Por Daniel Valencia
La semana pasada la prensa nacional e internacional se ocupó, por más de tres días, de difundir y comentar la actuación del Pibe Valderrama en la cual le vimos insultando y agrediendo verbal y gestualmente al árbitro Oscar Julián Ruiz, por haber pitado un penalti contra el equipo Junior de Barranquilla, lo cual, a juicio del Pibe, era totalmente injusto.
Si son pocas las veces que a los aficionados nos llegan a parecer justas las medidas que los árbitros toman contra nuestros amados equipos, que, por cierto, nos corresponden con tantas frustraciones, qué le va a parecer justa a miembro alguno de un cuerpo técnico, cualquier penalidad que un árbitro aplique contra el equipo en el cual se está jugando su prestigio.
Constantemente estamos viendo a Pimentel o al Pecoso Castro, salir a insultar y a denigrar de los árbitros, por jugadas mal o bien pitadas.
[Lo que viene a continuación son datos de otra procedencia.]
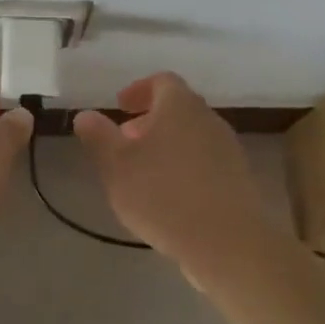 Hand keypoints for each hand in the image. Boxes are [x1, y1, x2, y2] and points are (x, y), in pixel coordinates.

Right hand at [74, 72, 274, 288]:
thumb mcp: (116, 166)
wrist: (227, 242)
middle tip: (126, 143)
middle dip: (149, 121)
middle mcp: (209, 119)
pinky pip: (206, 161)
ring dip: (167, 146)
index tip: (120, 106)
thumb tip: (85, 115)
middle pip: (178, 108)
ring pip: (192, 136)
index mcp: (180, 105)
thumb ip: (98, 137)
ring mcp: (228, 149)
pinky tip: (170, 197)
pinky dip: (185, 167)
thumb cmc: (163, 195)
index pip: (161, 81)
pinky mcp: (239, 179)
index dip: (138, 90)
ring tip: (144, 174) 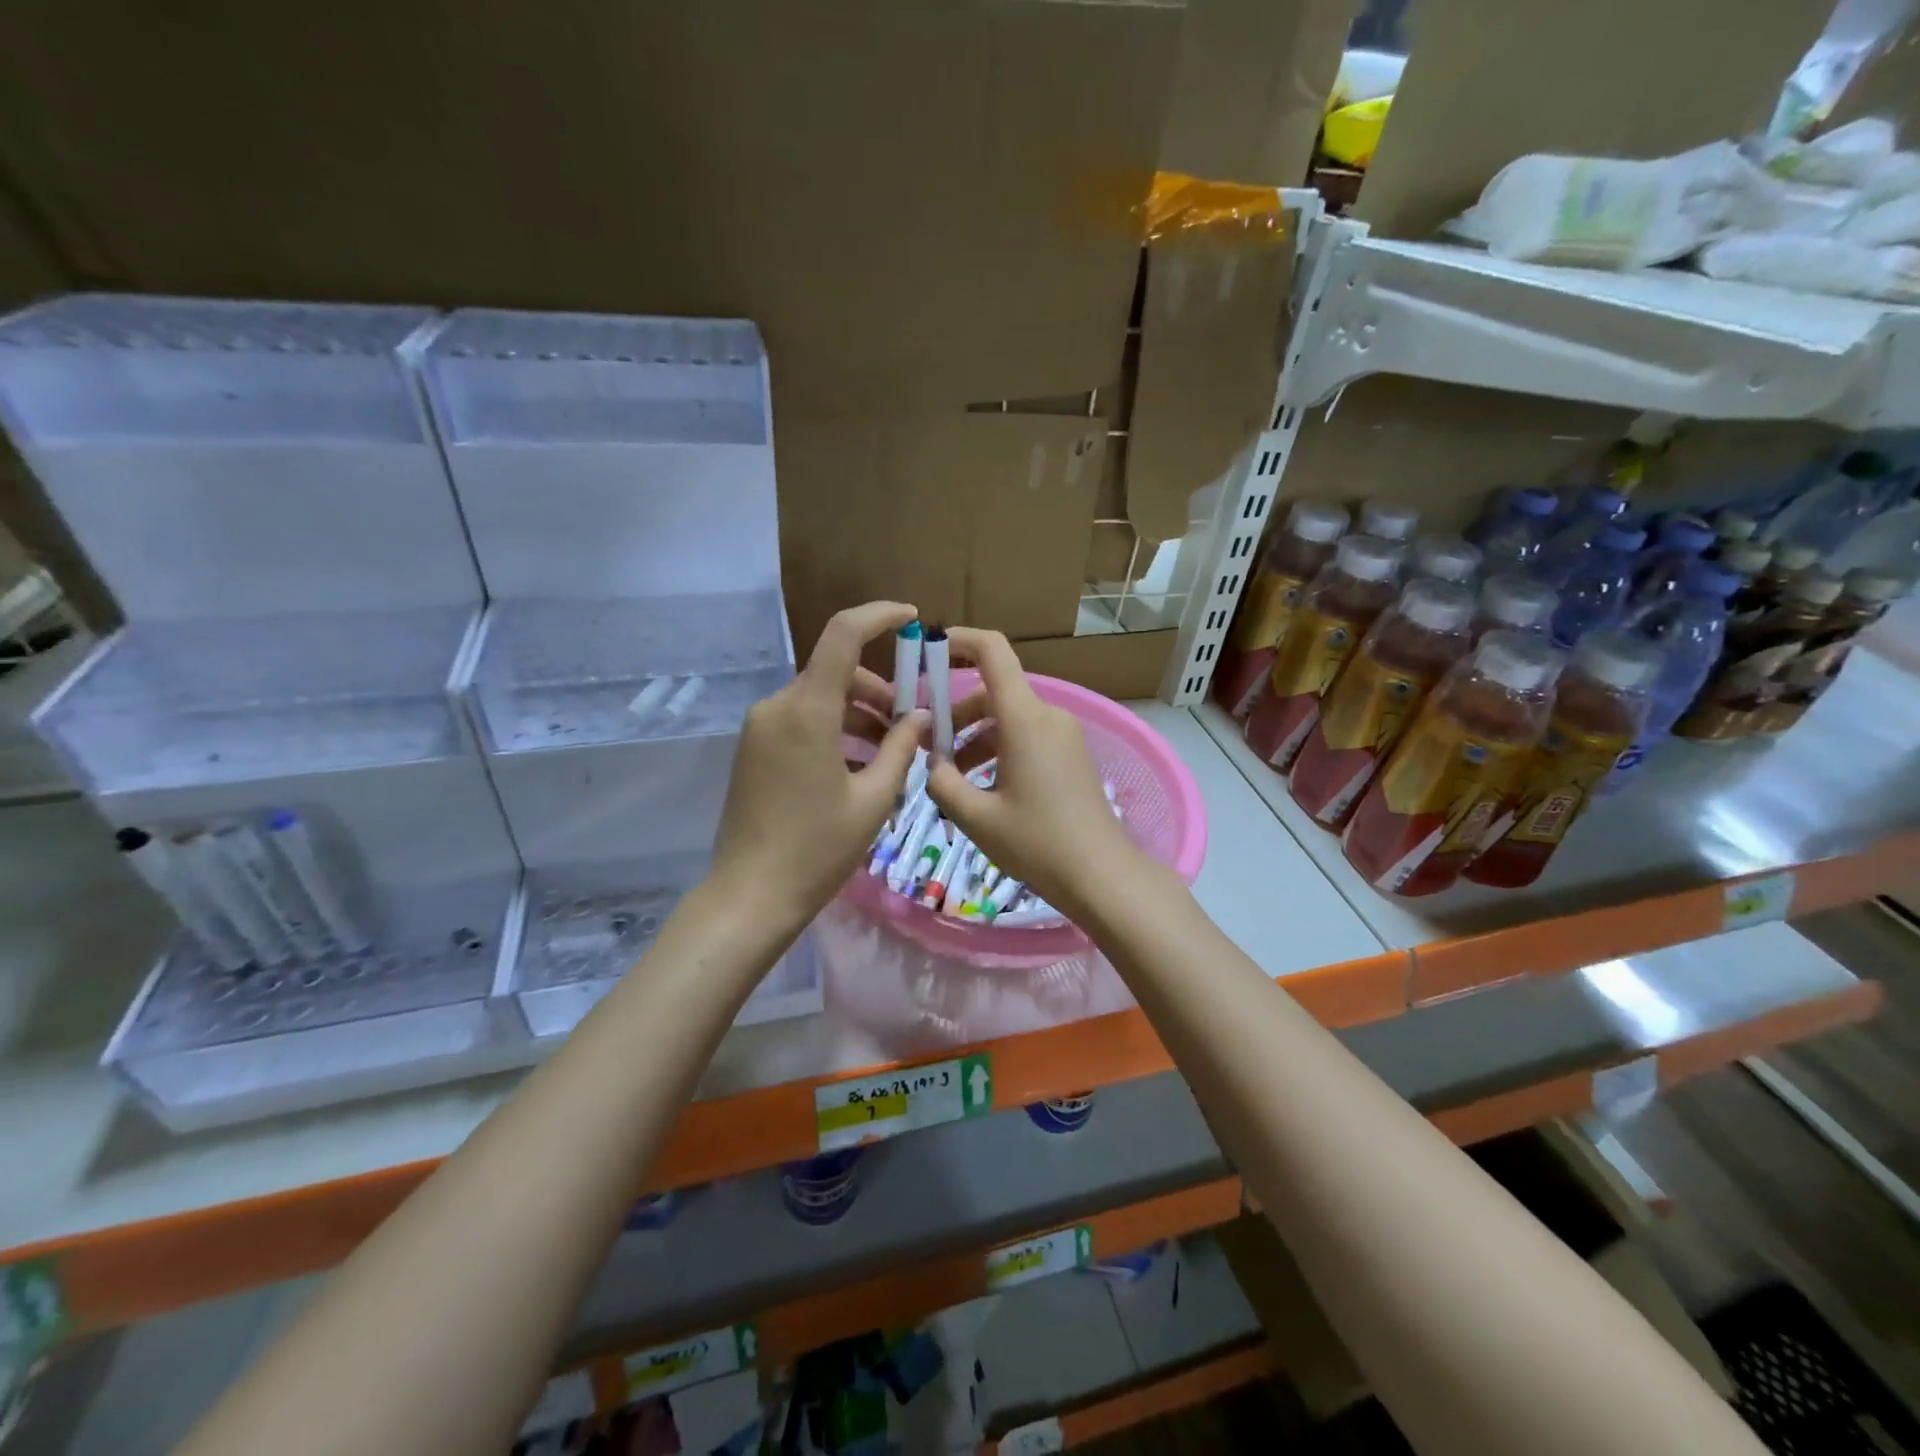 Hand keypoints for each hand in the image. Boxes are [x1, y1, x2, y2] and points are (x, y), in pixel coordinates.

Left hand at [710, 602, 927, 928]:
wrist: (751, 896)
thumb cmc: (818, 849)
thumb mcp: (874, 798)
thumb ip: (902, 748)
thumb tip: (921, 716)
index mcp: (807, 711)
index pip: (842, 634)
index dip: (879, 617)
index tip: (911, 618)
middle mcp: (777, 706)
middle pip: (836, 672)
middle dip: (879, 690)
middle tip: (911, 726)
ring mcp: (760, 728)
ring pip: (820, 698)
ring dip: (859, 714)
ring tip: (890, 755)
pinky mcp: (754, 749)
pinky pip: (802, 720)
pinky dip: (834, 729)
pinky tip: (858, 767)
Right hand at [927, 628, 1148, 921]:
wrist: (1102, 875)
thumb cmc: (1037, 843)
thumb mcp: (976, 817)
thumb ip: (943, 783)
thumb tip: (933, 765)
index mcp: (1025, 718)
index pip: (993, 651)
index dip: (960, 640)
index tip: (929, 650)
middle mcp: (1048, 715)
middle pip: (993, 693)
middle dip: (955, 715)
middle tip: (926, 750)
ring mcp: (1063, 735)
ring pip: (1008, 718)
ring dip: (974, 738)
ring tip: (950, 779)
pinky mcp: (1071, 755)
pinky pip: (1026, 736)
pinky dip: (998, 750)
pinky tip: (982, 789) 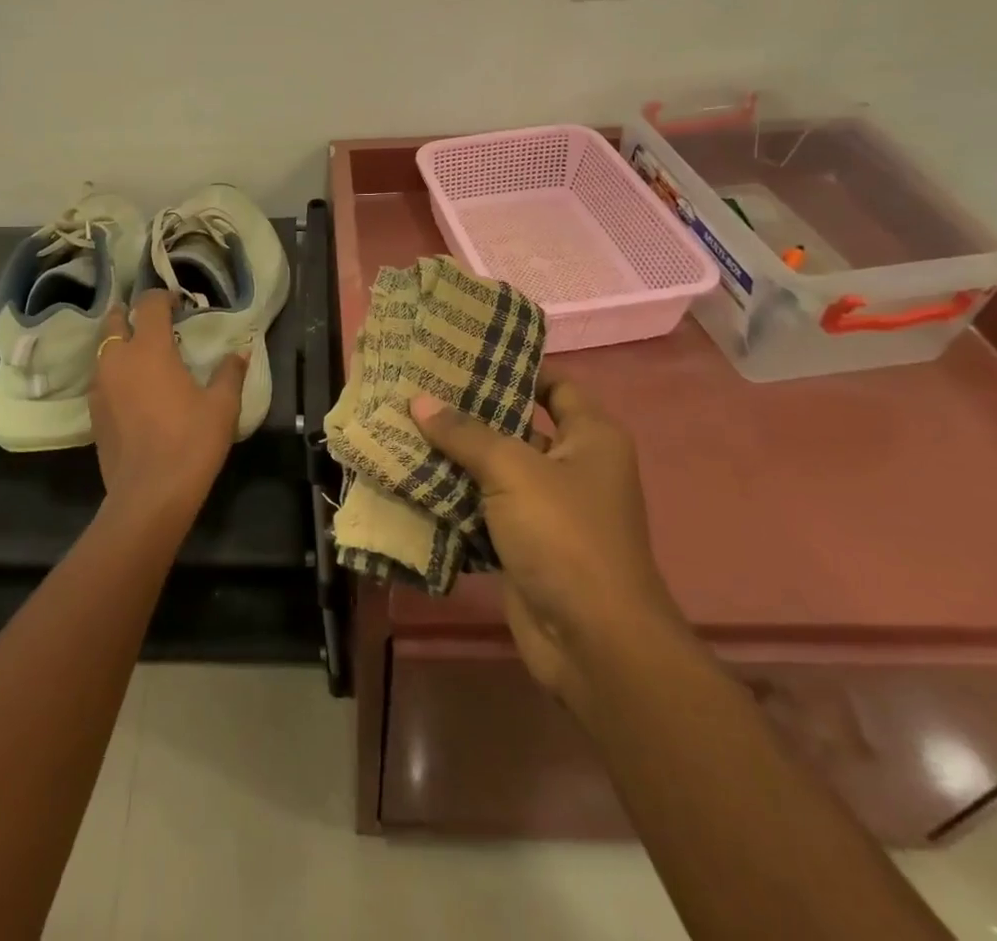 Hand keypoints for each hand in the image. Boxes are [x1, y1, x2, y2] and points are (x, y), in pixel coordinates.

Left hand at [89, 290, 246, 523]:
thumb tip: (240, 352)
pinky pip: (101, 377)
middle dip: (131, 314)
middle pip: (114, 320)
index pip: (149, 304)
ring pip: (104, 349)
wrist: (149, 495)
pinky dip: (114, 372)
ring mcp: (100, 386)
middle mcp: (117, 359)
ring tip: (144, 356)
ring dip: (120, 343)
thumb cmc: (190, 442)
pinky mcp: (93, 412)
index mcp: (149, 349)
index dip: (164, 297)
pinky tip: (133, 389)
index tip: (179, 304)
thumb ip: (229, 373)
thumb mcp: (221, 406)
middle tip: (154, 324)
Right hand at [411, 374, 682, 710]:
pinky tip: (411, 479)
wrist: (593, 642)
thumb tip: (420, 401)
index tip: (466, 353)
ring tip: (404, 426)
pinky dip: (453, 498)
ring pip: (494, 470)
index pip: (555, 385)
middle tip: (419, 388)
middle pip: (517, 426)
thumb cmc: (565, 536)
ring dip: (455, 457)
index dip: (517, 368)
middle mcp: (573, 467)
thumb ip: (465, 433)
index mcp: (591, 438)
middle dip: (470, 412)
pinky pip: (483, 509)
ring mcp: (548, 509)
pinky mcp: (524, 545)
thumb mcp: (514, 471) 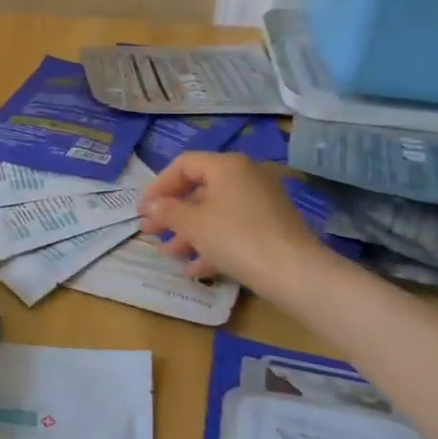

Por ejemplo: recuerdo a Eduardo Retat no precisamente por sus jugadas en la cancha cuando fue jugador, como tampoco por algún triunfo destacado en sus épocas de director técnico. Lo recuerdo es por las constantes salidas a las gramillas de los estadios colombianos a insultar los árbitros o por sus airados reclamos desde los micrófonos de la radio deportiva. Así que lo del Pibe, en un comienzo, está dentro de lo suele ocurrir en el fútbol.
No quiero decir, con esto, que apruebo la actitud del Pibe. Al contrario. Por recurrente que esto sea en el fútbol, el Pibe esta vez cruzó la raya de la decencia. Exhibirle un billete a un árbitro, insultarlo hasta el cansancio, y luego desahogarse, furibundamente, en los micrófonos, casi hasta pegarle al periodista que se atrevió a insinuarle si no era posible que se retractara de sus agresiones, es de gamines. “¿Me vas a quitar química?”, le respondió el Pibe al reportero, clavándole una temible mirada, cargada de furia uribista, seguida de un silencio más amenazante que la propia pregunta.
Con esa actitud el Pibe cerró el círculo de ocho días de altanería mafiosa que el país venía presenciando desde el jueves antes de las elecciones del 28 de octubre, cuando el presidente de todos los colombianos salió por la radio y la televisión a insultar y a agredir, veladamente, al candidato del Polo Democrático en Bogotá.
Por lo que más Colombia recordará a Uribe es por habernos acostumbrado a ese triste espectáculo de agresión verbal y de intimidación del contradictor a punta de insultos. Es la misma actitud de los atracadores en la calle que primero reducen su víctima a punta de agresión verbal, hasta dejarla desarmada y perpleja. Así quedaron el árbitro Oscar Julián en el estadio de Barranquilla, el periodista Daniel Coronel en los micrófonos de la FM, hace unas semanas, o Samuel Moreno Rojas, el sábado antes de las elecciones: perplejos ante la actitud de matonería verbal de sus agresores.
Pero lo peor estaba por verse. Si lo del Pibe me dejó un sabor amargo y de decepción, por se el gran jugador que nos brindó tantas alegrías con sus genialidades desde cuando jugaba en el glorioso Deportivo Cali, qué decir de lo que me produjo la actitud de la afición barranquillera en las gradas del Metropolitano, esa amarga noche que padeció el árbitro Oscar Julián Ruiz.
De haber estado los noventa minutos aclamando a su equipo del alma, la afición del Junior pasó a ovacionar y gritar, hasta rabiar, el nombre ¡¡Pibe!! ¡¡Pibe!! ¡¡Pibe!!. De ese espectáculo, que debiera resultar más preocupante que lo del propio Pibe, no se ocupó la prensa. Quedó tan sólo el registro de los noticieros de televisión donde se veía a la afición envalentonada, que igual hace parte de la ciudadanía a la cual sus ídolos políticos o deportivos la vienen acostumbrando a ovacionar y aplaudir el insulto, la agresión, la calumnia, el escupitajo; quien lo haga y por las razones que sea no importan, lo que excita a las masas es que se insulte, se ofenda, y se humille en público.
Esa es la química que el Pibe, rabiosamente, temía que el periodista pudiera quitarle por tan sólo insinuarle si se iba a retractar: que el público deje de aclamarlo por truhán. Es lo mismo que Álvaro Uribe teme perder si llega a recibir pronto al alcalde electo de Bogotá.